Te srebrne medale będą mnie chyba prześladowały: kiedyś 2. miejsce w międzyszkolnych zawodach pływackich, kilkanaście lat temu 2. miejsce w narciarskich mistrzostwach firmy Vattenfall, teraz 2. miejsce Zimowych Igrzysk Rynków Kapitałowych. No cóż. Nie mówcie tego tylko mojej żonie, bo kobiety nie lubią mężczyzn zajmujących 2. miejsca w czymkolwiek. Lubią tylko zwycięzców.
Te opinie są teraz bardziej wiarygodne, niż jakby pisał je tylko teoretyk. Nie, nie pisze ich teoretyk, lecz całkiem niezły narciarz, oczywiście jak na igrzyska amatorskie.

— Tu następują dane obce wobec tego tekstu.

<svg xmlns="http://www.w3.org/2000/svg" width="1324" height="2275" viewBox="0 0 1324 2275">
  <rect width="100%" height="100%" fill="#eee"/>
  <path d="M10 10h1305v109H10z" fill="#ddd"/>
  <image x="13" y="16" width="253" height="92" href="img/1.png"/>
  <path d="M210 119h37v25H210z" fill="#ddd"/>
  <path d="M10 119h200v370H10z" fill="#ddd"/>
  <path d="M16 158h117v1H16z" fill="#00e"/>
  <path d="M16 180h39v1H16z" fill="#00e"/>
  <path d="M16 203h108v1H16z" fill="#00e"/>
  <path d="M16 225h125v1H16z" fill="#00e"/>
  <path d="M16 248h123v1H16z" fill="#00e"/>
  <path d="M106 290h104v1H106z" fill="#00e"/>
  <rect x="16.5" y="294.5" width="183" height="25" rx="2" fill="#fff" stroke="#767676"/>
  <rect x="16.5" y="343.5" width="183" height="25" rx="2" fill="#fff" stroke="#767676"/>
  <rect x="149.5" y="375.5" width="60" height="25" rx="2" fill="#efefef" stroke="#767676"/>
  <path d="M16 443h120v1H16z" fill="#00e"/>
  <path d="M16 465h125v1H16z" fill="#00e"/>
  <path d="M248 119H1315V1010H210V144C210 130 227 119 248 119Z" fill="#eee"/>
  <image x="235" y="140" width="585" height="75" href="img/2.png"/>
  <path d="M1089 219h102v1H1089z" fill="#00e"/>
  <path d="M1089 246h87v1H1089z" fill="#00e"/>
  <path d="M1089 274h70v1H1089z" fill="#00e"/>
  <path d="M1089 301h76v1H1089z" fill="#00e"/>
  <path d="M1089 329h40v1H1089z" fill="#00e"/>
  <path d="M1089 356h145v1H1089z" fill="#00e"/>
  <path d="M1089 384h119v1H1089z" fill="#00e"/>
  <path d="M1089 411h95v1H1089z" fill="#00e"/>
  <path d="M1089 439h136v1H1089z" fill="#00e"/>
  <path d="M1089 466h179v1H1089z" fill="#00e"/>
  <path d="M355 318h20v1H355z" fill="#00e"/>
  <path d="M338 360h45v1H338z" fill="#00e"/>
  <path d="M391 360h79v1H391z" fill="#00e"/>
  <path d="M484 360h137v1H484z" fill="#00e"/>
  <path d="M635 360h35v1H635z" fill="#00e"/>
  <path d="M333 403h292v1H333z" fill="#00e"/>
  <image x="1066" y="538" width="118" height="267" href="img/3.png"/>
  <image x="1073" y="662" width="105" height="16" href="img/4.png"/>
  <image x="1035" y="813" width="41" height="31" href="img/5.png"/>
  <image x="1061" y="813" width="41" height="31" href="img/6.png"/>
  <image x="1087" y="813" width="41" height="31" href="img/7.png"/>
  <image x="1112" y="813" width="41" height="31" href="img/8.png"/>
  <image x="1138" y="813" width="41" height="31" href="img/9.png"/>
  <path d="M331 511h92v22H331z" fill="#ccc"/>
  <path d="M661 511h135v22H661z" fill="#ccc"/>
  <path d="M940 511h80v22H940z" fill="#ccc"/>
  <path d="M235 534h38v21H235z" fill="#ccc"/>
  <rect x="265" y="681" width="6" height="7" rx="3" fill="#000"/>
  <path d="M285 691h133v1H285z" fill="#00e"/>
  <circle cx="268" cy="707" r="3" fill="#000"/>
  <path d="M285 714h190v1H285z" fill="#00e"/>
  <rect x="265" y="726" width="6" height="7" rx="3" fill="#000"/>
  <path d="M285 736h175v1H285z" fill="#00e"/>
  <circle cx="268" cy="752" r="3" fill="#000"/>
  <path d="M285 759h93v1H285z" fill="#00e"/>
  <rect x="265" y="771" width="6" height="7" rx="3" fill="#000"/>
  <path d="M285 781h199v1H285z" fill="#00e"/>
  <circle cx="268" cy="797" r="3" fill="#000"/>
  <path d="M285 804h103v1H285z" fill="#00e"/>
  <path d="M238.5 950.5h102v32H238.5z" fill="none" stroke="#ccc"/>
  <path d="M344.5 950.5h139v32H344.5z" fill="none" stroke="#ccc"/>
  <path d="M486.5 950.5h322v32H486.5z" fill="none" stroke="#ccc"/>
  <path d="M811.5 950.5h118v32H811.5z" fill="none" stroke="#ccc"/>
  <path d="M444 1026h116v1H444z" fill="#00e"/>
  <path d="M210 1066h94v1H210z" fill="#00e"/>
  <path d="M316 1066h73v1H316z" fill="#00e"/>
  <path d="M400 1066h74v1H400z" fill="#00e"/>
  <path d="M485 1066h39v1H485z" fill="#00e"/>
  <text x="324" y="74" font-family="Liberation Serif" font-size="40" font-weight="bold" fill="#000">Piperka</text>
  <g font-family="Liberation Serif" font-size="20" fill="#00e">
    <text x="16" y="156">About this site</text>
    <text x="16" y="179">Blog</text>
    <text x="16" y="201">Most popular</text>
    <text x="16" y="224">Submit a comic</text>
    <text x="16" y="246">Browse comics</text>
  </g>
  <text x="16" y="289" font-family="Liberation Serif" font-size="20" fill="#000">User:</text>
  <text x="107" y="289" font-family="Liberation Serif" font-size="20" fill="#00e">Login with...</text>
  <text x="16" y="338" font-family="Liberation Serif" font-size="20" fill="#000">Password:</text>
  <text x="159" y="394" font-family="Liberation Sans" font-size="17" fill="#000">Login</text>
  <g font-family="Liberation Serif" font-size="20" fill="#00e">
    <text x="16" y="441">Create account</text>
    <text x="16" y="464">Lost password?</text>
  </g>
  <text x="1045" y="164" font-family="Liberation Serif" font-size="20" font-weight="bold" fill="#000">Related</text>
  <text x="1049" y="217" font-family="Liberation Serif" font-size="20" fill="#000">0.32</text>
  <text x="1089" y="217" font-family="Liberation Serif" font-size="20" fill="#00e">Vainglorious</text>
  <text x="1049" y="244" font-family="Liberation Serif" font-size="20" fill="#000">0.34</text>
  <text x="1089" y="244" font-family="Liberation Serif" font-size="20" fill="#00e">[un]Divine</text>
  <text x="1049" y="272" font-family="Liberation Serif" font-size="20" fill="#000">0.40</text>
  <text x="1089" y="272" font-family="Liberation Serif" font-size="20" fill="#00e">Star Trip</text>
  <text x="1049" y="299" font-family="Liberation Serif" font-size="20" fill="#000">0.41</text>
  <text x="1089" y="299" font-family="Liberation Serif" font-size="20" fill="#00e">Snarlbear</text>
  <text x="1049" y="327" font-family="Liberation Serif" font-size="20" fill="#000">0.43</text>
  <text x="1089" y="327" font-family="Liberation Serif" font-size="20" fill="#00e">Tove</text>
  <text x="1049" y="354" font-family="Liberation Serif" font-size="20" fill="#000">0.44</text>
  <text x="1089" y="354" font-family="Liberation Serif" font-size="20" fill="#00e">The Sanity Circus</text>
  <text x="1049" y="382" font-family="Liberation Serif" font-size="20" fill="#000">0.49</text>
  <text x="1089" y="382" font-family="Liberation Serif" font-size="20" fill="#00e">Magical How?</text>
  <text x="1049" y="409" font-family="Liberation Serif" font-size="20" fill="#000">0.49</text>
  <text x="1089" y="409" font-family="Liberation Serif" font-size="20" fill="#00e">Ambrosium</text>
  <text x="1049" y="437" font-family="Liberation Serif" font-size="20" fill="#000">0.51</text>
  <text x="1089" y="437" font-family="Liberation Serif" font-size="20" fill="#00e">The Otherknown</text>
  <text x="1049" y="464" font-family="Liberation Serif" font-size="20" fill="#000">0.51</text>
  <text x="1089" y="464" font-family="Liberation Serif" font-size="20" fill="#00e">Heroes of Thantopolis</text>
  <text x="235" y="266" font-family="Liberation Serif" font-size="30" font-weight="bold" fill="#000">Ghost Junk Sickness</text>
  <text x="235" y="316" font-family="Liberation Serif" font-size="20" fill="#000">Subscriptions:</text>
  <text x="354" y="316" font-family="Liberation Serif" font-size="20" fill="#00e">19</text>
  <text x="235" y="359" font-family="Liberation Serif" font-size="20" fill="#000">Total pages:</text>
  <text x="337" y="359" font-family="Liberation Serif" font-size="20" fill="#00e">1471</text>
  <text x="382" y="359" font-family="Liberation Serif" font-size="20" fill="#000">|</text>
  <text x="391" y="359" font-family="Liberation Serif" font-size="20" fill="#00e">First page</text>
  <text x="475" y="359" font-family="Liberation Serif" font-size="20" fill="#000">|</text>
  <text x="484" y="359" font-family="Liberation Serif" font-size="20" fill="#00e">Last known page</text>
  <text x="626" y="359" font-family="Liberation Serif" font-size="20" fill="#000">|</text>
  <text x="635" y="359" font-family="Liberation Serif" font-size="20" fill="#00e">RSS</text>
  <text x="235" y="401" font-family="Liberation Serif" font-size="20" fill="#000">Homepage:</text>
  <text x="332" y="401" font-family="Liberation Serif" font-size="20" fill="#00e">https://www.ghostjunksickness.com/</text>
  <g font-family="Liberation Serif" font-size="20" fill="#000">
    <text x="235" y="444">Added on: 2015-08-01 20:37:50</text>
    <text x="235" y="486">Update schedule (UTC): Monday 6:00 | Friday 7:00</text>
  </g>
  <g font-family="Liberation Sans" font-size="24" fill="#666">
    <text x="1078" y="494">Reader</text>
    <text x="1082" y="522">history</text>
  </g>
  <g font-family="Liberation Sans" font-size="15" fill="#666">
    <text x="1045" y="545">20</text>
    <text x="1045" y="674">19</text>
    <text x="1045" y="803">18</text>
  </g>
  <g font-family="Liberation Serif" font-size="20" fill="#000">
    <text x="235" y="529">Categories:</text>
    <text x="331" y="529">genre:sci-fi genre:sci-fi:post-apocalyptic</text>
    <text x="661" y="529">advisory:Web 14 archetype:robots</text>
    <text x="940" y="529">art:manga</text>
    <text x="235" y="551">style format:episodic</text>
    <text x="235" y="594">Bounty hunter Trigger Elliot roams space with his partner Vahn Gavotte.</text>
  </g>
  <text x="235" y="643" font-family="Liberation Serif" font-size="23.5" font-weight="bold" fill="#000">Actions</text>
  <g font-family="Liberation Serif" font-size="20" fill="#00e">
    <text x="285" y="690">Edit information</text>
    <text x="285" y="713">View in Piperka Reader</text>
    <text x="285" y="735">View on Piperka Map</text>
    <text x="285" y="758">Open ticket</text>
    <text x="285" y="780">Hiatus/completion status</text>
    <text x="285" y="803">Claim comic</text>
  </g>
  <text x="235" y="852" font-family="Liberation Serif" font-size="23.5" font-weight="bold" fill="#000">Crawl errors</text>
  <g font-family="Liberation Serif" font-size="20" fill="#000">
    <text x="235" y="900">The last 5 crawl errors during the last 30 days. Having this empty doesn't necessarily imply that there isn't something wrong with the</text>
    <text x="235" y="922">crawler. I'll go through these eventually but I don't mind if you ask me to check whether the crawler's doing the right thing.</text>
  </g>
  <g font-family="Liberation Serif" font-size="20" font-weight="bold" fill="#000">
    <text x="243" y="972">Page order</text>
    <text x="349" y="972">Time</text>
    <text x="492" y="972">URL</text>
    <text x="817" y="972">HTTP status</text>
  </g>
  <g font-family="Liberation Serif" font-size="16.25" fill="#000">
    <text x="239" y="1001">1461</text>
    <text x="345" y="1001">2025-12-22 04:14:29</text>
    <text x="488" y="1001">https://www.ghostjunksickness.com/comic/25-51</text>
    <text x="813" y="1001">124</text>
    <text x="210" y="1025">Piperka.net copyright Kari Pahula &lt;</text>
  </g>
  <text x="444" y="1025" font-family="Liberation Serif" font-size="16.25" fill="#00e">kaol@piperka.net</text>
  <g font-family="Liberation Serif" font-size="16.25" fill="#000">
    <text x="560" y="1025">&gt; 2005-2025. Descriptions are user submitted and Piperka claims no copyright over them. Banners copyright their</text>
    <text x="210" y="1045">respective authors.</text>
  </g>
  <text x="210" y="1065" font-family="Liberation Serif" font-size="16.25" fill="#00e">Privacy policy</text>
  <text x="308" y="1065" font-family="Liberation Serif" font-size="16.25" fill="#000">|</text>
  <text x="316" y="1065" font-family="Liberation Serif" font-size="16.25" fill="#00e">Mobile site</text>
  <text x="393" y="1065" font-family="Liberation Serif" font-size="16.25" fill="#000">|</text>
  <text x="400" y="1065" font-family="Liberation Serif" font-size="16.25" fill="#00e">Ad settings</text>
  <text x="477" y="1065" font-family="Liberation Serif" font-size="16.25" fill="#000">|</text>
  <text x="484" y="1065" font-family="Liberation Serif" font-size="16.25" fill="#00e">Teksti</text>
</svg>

W związku z powyższym dziś recenzja Zimowych Igrzysk Rynków Kapitałowych, w których brałem udział. A jutro recenzja ośrodka narciarskiego Czarna Góra tuż przed końcem sezonu.
Co do igrzysk: nie mogło być lepiej!
Impreza trwała właściwie od czwartku wieczorem do niedzielnego południa. Zakwaterowanie w Aparthotelu Czarna Góra, wyżywienie w hotelu, dostępny basen i sauna, dla każdego trzydniowe karnety narciarskie, wyżywienie na stoku, do tego sobotnia impreza, oczywiście bezalkoholowa — czego można chcieć więcej? Nie można.
A drużynowo igrzyska "rozwaliła" ekipa z PZU, głównie panie!
Wypada (nie tylko wypada, ale należy) serdecznie podziękować członkom zarządu Stowarzyszenia Inwestorów Indywidualnych, którzy osobiście na miejscu organizowali imprezę i pilnowali, aby wszystko było w należytym porządku. W przerwie między tym pilnowaniem zdążyli jeszcze ... zdominować podium biegów narciarskich. Panowie, czapki z głów.
Dziękujemy!
A o Czarnej Górze napiszę jutro, jak już wspomniałem wcześniej.